- Opening Delimiter -
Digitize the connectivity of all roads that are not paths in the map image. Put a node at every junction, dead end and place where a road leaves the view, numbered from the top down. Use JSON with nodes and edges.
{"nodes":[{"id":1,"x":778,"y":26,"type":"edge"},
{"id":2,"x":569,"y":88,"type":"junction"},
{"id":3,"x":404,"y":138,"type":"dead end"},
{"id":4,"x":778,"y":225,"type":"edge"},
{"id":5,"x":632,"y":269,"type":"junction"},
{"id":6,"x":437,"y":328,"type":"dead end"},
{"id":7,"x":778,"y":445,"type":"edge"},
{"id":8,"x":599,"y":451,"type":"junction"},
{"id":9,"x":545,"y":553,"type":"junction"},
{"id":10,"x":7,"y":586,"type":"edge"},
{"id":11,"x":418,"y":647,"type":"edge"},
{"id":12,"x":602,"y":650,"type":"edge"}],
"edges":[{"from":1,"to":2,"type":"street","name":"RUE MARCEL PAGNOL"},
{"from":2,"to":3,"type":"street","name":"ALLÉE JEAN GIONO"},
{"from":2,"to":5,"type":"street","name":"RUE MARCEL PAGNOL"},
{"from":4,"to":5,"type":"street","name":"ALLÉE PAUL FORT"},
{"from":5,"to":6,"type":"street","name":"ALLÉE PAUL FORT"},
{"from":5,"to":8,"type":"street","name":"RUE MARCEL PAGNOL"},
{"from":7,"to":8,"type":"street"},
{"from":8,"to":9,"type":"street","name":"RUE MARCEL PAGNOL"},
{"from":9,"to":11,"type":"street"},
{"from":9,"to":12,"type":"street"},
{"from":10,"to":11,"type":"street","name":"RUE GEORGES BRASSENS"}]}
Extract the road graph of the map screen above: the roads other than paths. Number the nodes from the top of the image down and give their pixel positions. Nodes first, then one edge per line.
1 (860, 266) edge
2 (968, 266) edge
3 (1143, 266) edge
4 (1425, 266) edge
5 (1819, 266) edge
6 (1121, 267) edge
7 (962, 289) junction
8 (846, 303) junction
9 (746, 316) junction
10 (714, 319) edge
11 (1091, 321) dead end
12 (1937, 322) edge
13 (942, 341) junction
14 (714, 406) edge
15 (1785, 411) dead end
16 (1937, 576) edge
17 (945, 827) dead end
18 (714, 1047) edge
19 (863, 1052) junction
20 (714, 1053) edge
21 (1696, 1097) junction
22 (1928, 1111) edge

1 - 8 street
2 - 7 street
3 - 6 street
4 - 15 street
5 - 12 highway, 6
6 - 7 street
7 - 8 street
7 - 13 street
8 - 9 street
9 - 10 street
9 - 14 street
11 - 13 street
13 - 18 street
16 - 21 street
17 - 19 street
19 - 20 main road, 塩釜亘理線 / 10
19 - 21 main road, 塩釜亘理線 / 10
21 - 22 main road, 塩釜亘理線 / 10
- Closing Delimiter -
-- TASK DIRECTIONS --
From the line that holds "Extract the road" down to the last line of the material, copy every line exactly and add nothing.

-- SOLUTION --
Extract the road graph of the map screen above: the roads other than paths. Number the nodes from the top of the image down and give their pixel positions. Nodes first, then one edge per line.
1 (860, 266) edge
2 (968, 266) edge
3 (1143, 266) edge
4 (1425, 266) edge
5 (1819, 266) edge
6 (1121, 267) edge
7 (962, 289) junction
8 (846, 303) junction
9 (746, 316) junction
10 (714, 319) edge
11 (1091, 321) dead end
12 (1937, 322) edge
13 (942, 341) junction
14 (714, 406) edge
15 (1785, 411) dead end
16 (1937, 576) edge
17 (945, 827) dead end
18 (714, 1047) edge
19 (863, 1052) junction
20 (714, 1053) edge
21 (1696, 1097) junction
22 (1928, 1111) edge

1 - 8 street
2 - 7 street
3 - 6 street
4 - 15 street
5 - 12 highway, 6
6 - 7 street
7 - 8 street
7 - 13 street
8 - 9 street
9 - 10 street
9 - 14 street
11 - 13 street
13 - 18 street
16 - 21 street
17 - 19 street
19 - 20 main road, 塩釜亘理線 / 10
19 - 21 main road, 塩釜亘理線 / 10
21 - 22 main road, 塩釜亘理線 / 10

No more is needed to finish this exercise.